== Records shown ==
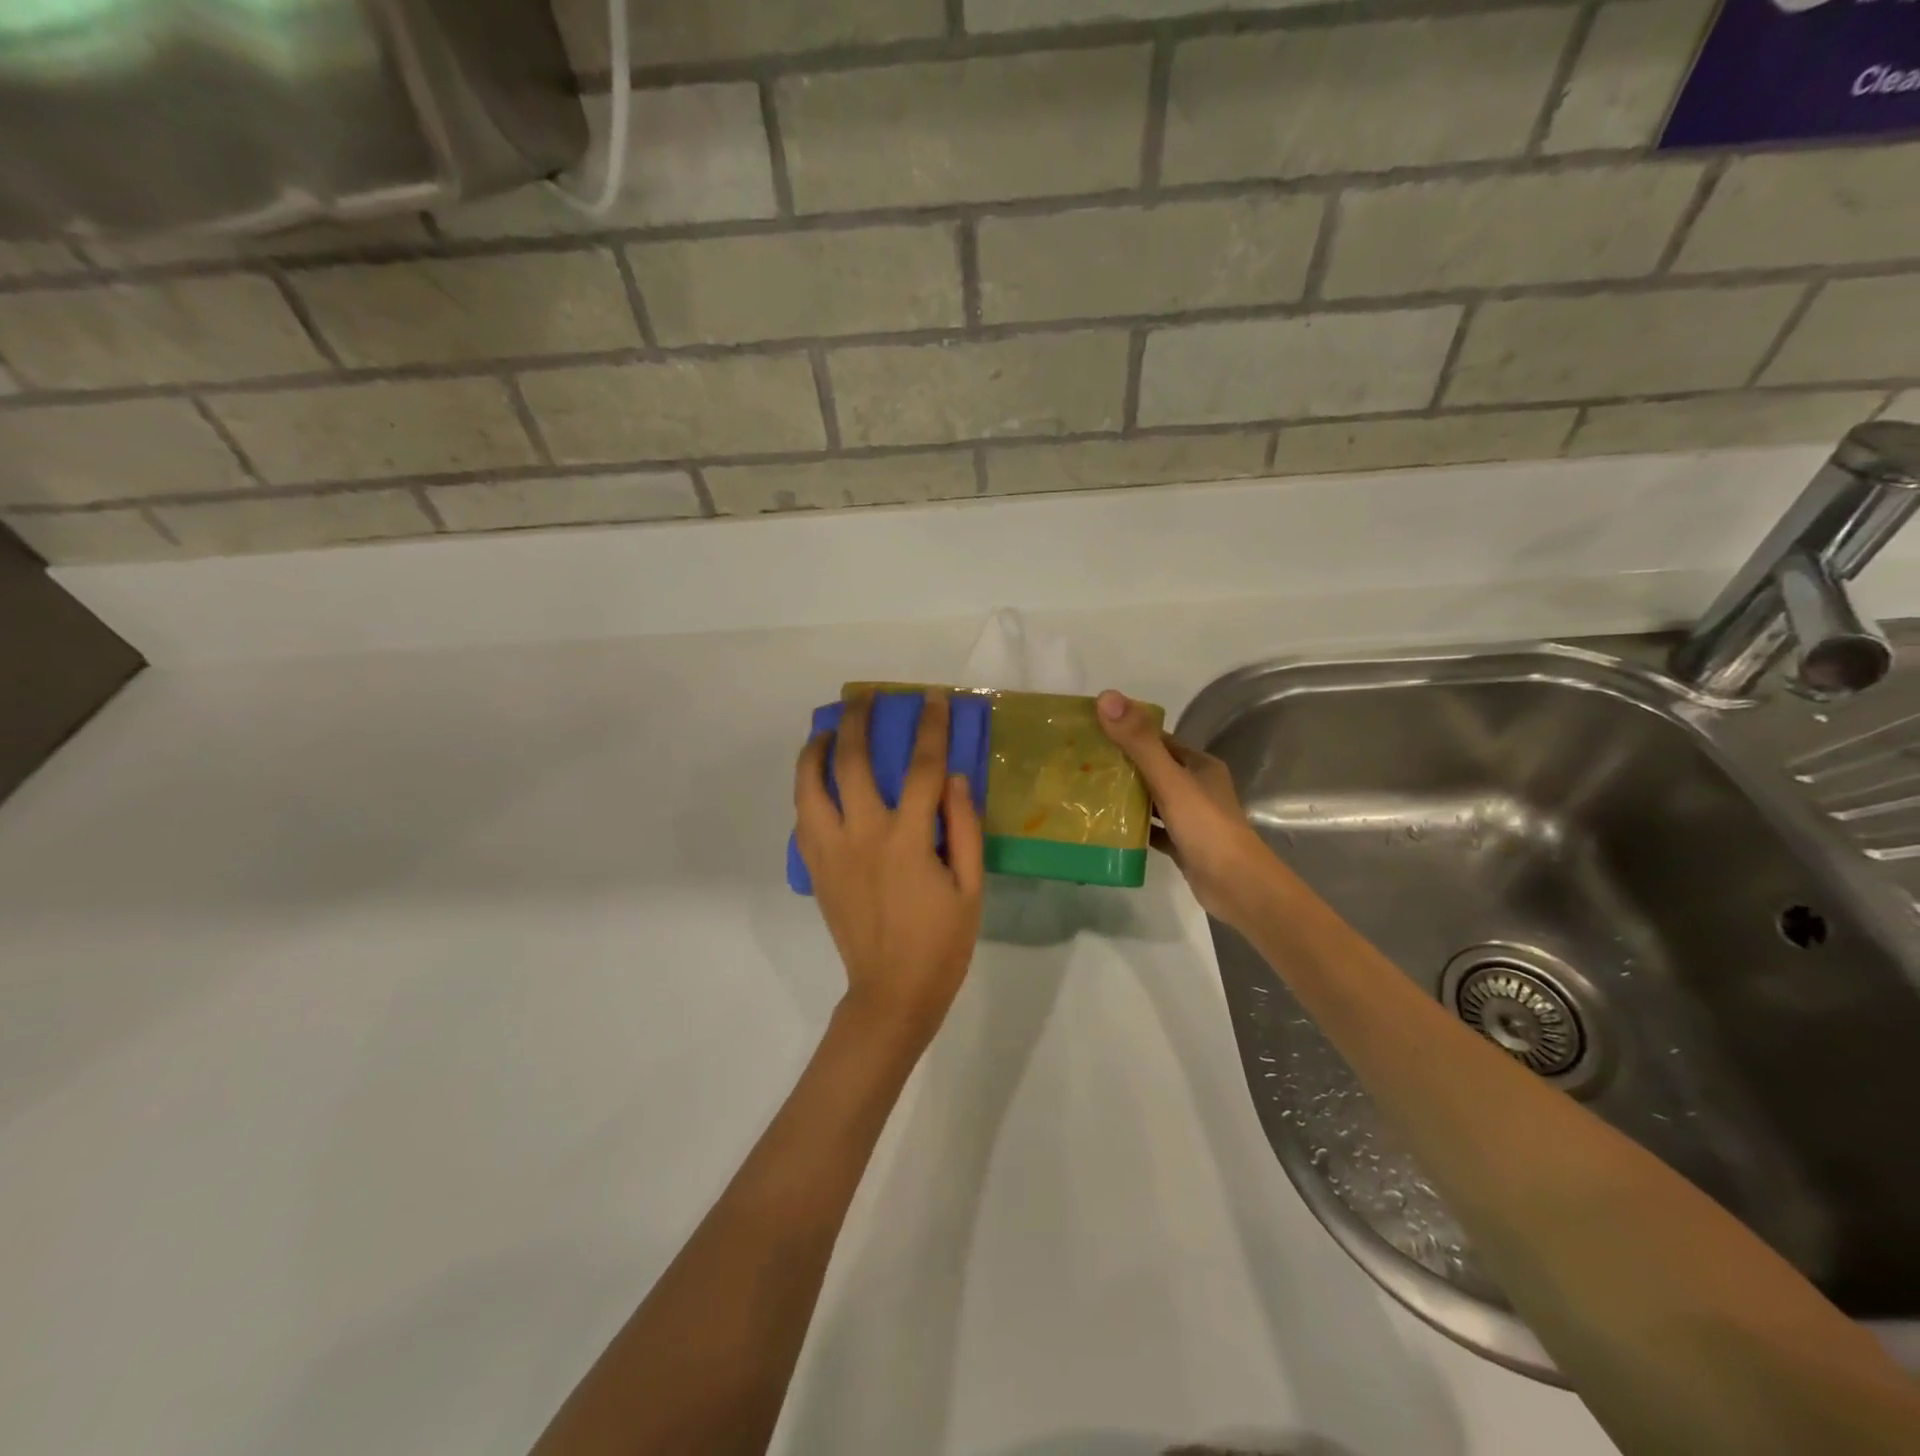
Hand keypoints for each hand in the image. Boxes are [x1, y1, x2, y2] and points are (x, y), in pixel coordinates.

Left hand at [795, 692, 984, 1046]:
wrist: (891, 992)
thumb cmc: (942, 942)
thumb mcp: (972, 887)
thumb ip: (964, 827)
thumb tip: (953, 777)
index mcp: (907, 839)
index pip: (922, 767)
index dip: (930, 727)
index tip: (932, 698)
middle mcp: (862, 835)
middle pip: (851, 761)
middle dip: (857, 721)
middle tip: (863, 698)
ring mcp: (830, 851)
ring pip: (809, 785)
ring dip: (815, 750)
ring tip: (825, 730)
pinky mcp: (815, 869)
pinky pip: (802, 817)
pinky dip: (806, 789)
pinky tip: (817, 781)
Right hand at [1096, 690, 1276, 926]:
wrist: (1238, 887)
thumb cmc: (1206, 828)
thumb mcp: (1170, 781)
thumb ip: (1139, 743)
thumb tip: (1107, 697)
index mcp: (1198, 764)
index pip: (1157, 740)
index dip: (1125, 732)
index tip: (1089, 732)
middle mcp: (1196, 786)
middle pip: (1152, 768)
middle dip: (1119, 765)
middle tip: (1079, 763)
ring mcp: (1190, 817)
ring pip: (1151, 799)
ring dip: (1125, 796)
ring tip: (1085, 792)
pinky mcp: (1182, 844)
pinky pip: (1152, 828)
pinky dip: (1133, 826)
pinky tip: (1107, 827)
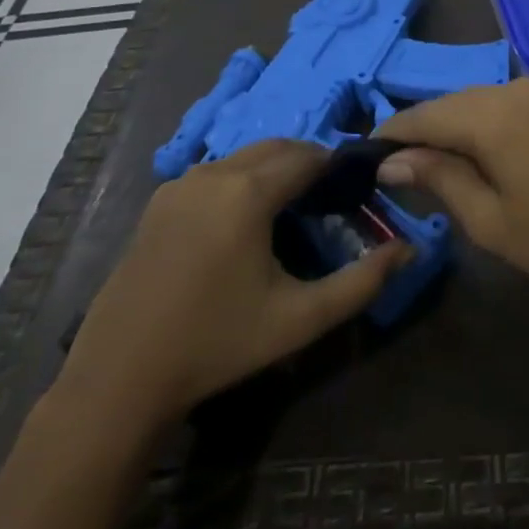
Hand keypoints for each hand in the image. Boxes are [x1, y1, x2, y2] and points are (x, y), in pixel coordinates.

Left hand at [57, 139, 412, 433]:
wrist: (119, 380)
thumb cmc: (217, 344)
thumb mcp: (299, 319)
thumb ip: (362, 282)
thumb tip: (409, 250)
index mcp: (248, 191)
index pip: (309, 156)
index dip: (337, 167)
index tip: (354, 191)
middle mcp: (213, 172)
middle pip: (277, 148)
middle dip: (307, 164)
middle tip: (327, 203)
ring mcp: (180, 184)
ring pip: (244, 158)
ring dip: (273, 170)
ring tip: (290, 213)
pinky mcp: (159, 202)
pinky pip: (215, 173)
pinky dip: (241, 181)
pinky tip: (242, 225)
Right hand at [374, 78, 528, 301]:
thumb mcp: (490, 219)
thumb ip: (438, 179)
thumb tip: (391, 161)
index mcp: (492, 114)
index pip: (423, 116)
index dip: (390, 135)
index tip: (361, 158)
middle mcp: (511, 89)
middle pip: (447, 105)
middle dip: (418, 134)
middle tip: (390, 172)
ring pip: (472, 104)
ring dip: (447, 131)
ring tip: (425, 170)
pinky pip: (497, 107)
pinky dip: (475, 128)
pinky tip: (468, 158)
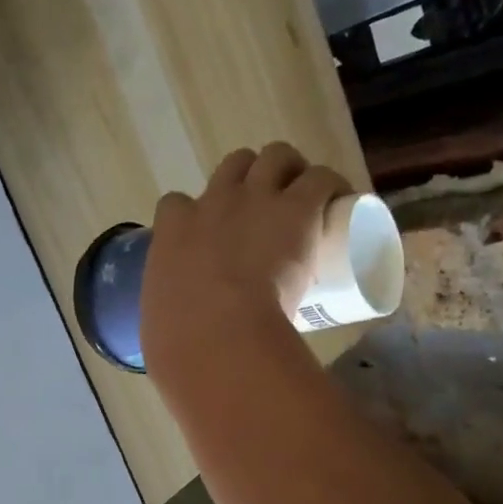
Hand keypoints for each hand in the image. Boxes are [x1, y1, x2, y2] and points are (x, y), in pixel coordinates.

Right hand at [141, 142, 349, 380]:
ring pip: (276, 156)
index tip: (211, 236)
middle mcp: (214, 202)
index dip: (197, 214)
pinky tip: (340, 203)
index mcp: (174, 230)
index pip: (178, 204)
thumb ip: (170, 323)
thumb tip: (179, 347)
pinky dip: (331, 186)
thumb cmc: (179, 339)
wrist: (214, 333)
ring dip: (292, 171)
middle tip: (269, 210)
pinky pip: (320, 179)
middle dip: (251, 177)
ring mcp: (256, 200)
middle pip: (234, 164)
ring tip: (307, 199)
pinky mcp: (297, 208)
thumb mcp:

== Exercise directions ==
Taking the material above, extract exactly and only the lines from the line with "middle tip: (327, 203)" to the line with "pinky tip: (468, 158)", inclusive of both.

== Output ==
middle tip: (327, 203)
ring mcp: (180, 184)
ring pip: (244, 158)
ring dip: (273, 170)
ring tip: (290, 213)
pinky mcp: (159, 202)
pinky pip: (215, 173)
pinky dip: (241, 181)
pinky tip: (242, 225)
Right hand at [374, 78, 528, 301]:
thumb mcp: (490, 219)
thumb ip: (438, 179)
thumb tip: (391, 161)
index mcp: (492, 114)
index pip: (423, 116)
index dip: (390, 135)
index tip: (361, 158)
middle mcp: (511, 89)
middle pip: (447, 105)
middle dip: (418, 134)
middle tip: (390, 172)
ring pip: (472, 104)
ring dip: (447, 131)
ring tip: (425, 170)
pinky pip: (497, 107)
pinky dip: (475, 128)
pinky tip: (468, 158)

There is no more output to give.